La sua struttura si articola a partire dall’orchestra, recinto centrale – con forma circolare – dove avviene lo spettacolo. Qui si esibiva il coro, il gruppo di artisti che accompagnava con la danza i canti dedicati alle divinità. Poi, dalla cavea, un’assise di forma semicircolare, a gradoni, riservato agli spettatori, che sfrutta la pendenza naturale del terreno, permettendo visibilità ed ottima acustica da tutte le posizioni. Dalla parte opposta dell’orchestra è collocata la skené, un luogo appartato dove gli attori cambiavo costume. All’orchestra si accede tramite due accessi, le páradoi. Nel corso del tempo, il ruolo del coro perde importanza rispetto a quello dei singoli attori. Durante il IV secolo a.C., l’edificio teatrale si adegua a questo cambiamento dando sempre più spazio a una pedana rialzata davanti alla skené, il proskénion, ossia il palcoscenico, dove gli attori si esibiscono.
Le finalità del restauro sono: «maggiore tutela e conservazione del monumento; ampliarne l’accessibilità; renderlo fruibile. Il precedente restauro, risalente agli anni 2000, infatti, prevedeva esplicitamente l’impossibilità di accedere alla cavea, e dunque di consentire al pubblico una visione ravvicinata del monumento. Il progetto attuale – si legge nel comunicato stampa – renderà parte della cavea accessibile in sicurezza, sia di giorno sia di notte in quanto provvisto di un nuovo impianto di illuminazione, ispirandosi a una visione di tutela attiva che non si pone in contrasto con la conoscenza e la valorizzazione del patrimonio, ma tenta di avvicinare il pubblico ai monumenti garantendone al tempo stesso la massima salvaguardia».
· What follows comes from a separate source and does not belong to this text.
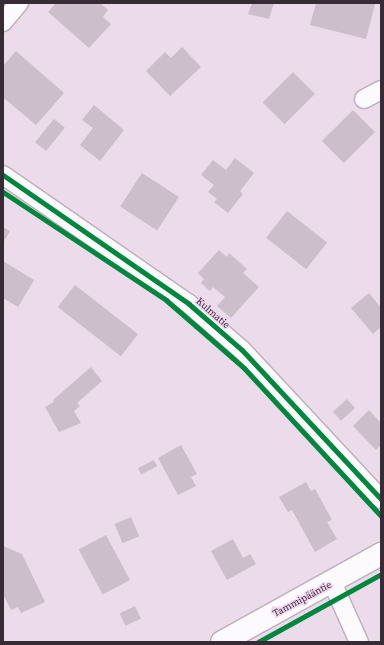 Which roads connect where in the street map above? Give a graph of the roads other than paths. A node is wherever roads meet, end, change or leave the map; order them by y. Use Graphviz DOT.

«Sono tre i principi della riuscita di un restauro» – esordisce il direttore, Gabriel Zuchtriegel: «riconoscibilità», in quanto è importante riconoscere e saper distinguere le varie fasi; «reversibilità», il potersi permettere di fare aggiunte o sottrazioni; «stile», chiarezza e semplicità armi imprescindibili per la conservazione di un monumento. In seguito, si sono spiegate le ragioni dell’intervento: conservazione, accessibilità, fruizione, tenendo presente l’istanza storica, estetica ed ecologica. «È necessario – spiega il prof. Fabio Mangone, ordinario di Storia dell’Architettura, Università Federico II – conservare per assicurare la trasmissione di questi beni alle generazioni future. E per renderlo fruibile bisogna farlo rivivere con la sua stessa vitalità. Quindi, agendo sulle infiltrazioni d’acqua; sulla vegetazione infestante, che entra in collisione con le opere dell’uomo; sull’instabilità del terreno». Infine, riferendosi agli ostacoli delle barriere architettoniche: «nessuno escluso» – conclude.